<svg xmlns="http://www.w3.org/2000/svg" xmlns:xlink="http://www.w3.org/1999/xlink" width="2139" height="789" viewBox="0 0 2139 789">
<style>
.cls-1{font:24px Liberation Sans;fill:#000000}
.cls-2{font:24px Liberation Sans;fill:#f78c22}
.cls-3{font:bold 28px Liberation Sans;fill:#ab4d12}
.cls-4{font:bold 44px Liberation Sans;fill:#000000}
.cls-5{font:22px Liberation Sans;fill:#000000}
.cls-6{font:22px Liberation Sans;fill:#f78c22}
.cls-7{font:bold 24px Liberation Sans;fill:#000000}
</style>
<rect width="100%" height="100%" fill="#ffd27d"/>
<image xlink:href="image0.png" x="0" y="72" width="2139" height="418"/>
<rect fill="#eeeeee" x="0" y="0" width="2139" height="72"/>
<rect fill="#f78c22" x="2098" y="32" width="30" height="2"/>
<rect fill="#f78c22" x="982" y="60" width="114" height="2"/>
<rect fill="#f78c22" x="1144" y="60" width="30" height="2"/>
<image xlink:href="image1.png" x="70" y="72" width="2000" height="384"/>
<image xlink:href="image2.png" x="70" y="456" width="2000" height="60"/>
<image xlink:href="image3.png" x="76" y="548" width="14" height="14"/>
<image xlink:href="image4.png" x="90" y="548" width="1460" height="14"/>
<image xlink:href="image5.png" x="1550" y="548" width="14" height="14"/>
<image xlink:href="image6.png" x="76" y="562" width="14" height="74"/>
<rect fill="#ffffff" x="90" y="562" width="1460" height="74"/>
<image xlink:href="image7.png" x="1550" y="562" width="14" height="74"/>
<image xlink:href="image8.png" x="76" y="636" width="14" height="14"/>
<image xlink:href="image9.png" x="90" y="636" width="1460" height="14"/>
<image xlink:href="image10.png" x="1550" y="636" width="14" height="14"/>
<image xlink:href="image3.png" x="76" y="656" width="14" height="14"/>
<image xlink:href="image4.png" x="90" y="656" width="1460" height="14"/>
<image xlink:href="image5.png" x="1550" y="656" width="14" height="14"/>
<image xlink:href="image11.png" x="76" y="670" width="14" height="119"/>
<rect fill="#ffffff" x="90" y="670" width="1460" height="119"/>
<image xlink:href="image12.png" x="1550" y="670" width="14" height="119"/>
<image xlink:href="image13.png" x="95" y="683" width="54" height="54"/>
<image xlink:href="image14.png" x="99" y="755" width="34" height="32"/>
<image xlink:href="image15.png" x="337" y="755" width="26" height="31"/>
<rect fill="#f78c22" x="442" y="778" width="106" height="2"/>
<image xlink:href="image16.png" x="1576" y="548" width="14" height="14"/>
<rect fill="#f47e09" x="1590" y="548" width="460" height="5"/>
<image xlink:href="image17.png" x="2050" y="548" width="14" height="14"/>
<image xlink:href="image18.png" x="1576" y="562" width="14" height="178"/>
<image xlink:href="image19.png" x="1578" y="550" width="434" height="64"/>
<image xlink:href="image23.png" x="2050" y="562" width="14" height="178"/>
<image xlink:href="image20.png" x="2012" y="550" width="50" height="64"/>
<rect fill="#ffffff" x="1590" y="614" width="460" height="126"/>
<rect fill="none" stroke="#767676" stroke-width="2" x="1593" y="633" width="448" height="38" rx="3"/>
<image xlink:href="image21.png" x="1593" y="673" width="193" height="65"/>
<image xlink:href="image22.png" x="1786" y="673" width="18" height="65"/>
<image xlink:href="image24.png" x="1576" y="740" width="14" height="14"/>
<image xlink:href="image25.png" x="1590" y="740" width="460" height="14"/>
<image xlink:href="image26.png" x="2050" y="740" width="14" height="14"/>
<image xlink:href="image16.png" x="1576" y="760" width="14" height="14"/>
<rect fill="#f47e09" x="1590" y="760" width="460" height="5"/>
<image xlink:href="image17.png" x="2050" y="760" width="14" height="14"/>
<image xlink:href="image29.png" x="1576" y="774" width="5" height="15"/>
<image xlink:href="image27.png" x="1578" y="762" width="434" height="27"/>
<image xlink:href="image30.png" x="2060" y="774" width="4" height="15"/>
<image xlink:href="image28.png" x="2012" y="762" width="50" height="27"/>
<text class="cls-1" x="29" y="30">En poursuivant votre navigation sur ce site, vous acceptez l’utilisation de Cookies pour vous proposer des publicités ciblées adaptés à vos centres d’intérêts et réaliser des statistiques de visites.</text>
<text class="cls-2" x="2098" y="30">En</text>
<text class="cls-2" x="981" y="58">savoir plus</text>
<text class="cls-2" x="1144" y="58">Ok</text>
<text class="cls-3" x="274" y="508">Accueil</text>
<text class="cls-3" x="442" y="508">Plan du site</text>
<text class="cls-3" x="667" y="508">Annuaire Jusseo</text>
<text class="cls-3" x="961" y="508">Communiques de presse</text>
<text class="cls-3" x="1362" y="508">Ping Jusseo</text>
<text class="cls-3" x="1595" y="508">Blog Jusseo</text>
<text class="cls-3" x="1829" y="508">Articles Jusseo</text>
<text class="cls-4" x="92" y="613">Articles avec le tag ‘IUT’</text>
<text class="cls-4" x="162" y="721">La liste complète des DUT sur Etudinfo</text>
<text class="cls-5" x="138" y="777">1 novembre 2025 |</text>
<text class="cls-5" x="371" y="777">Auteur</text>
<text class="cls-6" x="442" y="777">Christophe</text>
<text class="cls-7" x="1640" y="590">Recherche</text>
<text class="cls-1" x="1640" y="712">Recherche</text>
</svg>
====
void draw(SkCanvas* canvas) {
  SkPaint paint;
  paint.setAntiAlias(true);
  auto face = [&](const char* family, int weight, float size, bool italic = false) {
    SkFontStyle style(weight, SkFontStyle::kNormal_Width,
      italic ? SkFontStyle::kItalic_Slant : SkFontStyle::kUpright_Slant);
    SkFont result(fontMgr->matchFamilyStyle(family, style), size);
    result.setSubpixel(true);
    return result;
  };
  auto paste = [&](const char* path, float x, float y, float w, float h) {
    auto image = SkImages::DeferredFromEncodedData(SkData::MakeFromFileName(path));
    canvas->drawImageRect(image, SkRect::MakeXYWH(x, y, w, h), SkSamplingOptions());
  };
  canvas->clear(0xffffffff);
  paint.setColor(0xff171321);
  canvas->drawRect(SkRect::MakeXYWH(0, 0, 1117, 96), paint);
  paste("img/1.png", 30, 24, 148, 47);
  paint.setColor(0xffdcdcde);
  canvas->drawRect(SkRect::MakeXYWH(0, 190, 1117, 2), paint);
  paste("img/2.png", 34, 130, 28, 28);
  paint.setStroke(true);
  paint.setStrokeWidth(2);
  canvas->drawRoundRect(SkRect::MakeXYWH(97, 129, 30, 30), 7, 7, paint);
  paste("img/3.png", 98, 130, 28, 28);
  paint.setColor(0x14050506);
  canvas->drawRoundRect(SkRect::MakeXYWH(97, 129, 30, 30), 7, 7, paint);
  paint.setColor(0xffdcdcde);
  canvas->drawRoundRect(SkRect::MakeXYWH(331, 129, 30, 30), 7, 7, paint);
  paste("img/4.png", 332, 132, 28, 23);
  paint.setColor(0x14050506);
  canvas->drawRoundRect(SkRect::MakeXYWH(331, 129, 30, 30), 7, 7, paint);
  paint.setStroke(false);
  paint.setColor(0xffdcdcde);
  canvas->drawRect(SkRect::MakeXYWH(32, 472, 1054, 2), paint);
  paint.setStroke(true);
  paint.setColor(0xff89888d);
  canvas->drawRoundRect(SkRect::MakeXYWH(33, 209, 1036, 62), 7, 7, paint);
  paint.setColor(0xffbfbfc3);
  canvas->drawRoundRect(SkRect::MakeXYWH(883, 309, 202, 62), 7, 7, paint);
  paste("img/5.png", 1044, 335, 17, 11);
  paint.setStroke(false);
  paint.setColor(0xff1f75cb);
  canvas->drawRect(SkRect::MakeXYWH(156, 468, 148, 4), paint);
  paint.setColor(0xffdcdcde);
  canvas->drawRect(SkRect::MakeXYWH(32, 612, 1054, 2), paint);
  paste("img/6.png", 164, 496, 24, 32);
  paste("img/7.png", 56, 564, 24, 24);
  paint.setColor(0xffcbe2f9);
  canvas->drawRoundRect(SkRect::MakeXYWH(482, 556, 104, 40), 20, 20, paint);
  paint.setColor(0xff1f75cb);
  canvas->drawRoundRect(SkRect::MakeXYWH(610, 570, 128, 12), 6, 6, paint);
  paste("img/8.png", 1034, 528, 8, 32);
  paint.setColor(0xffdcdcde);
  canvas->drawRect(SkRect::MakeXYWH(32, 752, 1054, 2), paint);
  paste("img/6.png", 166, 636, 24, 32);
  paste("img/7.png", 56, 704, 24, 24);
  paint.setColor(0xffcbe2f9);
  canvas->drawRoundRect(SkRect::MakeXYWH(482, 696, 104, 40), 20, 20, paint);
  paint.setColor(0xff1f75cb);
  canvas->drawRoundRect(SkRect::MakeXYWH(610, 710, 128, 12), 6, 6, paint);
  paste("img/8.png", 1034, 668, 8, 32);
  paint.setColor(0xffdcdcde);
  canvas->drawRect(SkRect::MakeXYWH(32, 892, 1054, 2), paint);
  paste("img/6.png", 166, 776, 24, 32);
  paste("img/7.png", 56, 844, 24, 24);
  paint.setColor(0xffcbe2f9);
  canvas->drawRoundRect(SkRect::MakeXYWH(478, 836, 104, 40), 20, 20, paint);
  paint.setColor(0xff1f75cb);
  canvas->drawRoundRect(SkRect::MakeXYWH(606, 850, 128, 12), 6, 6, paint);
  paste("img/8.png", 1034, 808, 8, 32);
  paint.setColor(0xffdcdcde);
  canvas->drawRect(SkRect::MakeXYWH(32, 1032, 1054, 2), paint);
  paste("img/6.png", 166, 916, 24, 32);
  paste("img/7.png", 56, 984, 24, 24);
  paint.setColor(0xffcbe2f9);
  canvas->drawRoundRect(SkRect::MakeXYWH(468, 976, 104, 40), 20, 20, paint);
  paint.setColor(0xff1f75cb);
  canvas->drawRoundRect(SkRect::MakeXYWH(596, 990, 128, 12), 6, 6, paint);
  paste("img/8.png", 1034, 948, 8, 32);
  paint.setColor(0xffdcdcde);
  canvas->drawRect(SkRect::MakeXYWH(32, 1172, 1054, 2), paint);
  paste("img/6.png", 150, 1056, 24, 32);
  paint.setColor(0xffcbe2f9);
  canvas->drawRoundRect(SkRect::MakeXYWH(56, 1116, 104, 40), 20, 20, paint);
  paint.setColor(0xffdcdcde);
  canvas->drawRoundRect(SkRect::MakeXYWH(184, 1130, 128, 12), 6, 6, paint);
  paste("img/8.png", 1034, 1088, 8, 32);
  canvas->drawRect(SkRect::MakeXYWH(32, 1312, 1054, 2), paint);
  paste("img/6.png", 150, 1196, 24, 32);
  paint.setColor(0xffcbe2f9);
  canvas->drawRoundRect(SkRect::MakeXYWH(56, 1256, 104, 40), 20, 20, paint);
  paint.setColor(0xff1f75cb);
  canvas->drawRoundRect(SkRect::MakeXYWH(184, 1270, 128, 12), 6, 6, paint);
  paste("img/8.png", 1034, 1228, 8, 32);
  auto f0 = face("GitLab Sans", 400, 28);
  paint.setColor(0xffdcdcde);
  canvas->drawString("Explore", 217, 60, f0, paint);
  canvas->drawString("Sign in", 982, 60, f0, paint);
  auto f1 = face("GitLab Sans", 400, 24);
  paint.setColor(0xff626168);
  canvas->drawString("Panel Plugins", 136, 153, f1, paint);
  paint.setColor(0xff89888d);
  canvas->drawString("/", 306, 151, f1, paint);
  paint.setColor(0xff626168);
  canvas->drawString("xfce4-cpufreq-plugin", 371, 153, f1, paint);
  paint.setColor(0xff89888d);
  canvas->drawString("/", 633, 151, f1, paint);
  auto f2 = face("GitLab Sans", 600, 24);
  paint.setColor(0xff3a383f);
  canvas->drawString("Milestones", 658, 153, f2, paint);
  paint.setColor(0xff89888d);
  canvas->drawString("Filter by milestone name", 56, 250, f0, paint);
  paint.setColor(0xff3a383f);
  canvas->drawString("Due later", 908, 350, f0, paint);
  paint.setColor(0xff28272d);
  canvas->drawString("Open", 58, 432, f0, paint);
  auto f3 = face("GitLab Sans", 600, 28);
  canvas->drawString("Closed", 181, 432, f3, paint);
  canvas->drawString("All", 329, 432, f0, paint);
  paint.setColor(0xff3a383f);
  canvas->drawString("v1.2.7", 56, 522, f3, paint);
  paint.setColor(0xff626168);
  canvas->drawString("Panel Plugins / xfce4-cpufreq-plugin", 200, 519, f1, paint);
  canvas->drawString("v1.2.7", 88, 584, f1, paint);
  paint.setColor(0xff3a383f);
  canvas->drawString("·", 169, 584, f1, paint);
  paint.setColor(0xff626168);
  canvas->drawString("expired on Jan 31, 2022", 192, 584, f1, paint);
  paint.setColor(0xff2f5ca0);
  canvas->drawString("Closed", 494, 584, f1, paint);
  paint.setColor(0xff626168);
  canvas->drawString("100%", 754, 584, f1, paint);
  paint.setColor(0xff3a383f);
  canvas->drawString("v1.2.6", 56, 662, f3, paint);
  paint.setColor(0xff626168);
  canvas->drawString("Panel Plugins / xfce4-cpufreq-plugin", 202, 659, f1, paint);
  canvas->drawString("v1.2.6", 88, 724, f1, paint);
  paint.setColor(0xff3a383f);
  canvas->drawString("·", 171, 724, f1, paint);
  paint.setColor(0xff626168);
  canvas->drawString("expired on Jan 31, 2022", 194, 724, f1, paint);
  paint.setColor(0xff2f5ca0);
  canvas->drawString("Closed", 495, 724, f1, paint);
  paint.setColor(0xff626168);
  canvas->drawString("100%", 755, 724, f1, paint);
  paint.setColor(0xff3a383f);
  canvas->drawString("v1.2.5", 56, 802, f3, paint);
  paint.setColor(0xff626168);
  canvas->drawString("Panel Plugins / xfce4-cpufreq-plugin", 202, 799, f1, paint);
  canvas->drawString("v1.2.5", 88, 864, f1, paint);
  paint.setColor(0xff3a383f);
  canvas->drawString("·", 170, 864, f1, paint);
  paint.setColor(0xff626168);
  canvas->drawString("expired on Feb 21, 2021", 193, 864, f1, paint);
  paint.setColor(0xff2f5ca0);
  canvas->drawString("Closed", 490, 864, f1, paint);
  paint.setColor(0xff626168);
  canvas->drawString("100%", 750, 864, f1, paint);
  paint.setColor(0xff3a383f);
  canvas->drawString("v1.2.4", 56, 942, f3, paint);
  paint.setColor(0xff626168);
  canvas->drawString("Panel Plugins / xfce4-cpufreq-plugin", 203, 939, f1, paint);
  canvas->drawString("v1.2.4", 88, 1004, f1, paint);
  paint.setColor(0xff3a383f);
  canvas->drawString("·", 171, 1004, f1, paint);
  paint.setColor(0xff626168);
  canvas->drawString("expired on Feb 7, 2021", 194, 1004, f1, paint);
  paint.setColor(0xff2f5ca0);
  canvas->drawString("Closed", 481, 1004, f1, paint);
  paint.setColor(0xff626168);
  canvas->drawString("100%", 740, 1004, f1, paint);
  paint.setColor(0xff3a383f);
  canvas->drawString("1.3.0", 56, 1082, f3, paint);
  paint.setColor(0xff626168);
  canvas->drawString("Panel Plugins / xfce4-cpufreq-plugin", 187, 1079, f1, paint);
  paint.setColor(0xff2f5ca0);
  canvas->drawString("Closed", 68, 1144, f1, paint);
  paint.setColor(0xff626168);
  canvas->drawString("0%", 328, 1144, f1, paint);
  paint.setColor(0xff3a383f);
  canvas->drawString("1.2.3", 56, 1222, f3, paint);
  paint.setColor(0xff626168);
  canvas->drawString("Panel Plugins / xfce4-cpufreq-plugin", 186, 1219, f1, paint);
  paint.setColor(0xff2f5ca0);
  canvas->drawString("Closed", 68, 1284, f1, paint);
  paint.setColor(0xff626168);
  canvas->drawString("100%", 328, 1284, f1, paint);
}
====
Exercise description: Looking at the entries above, report how many of their lines include "Jusseo", and add nothing else.

Task answer: 4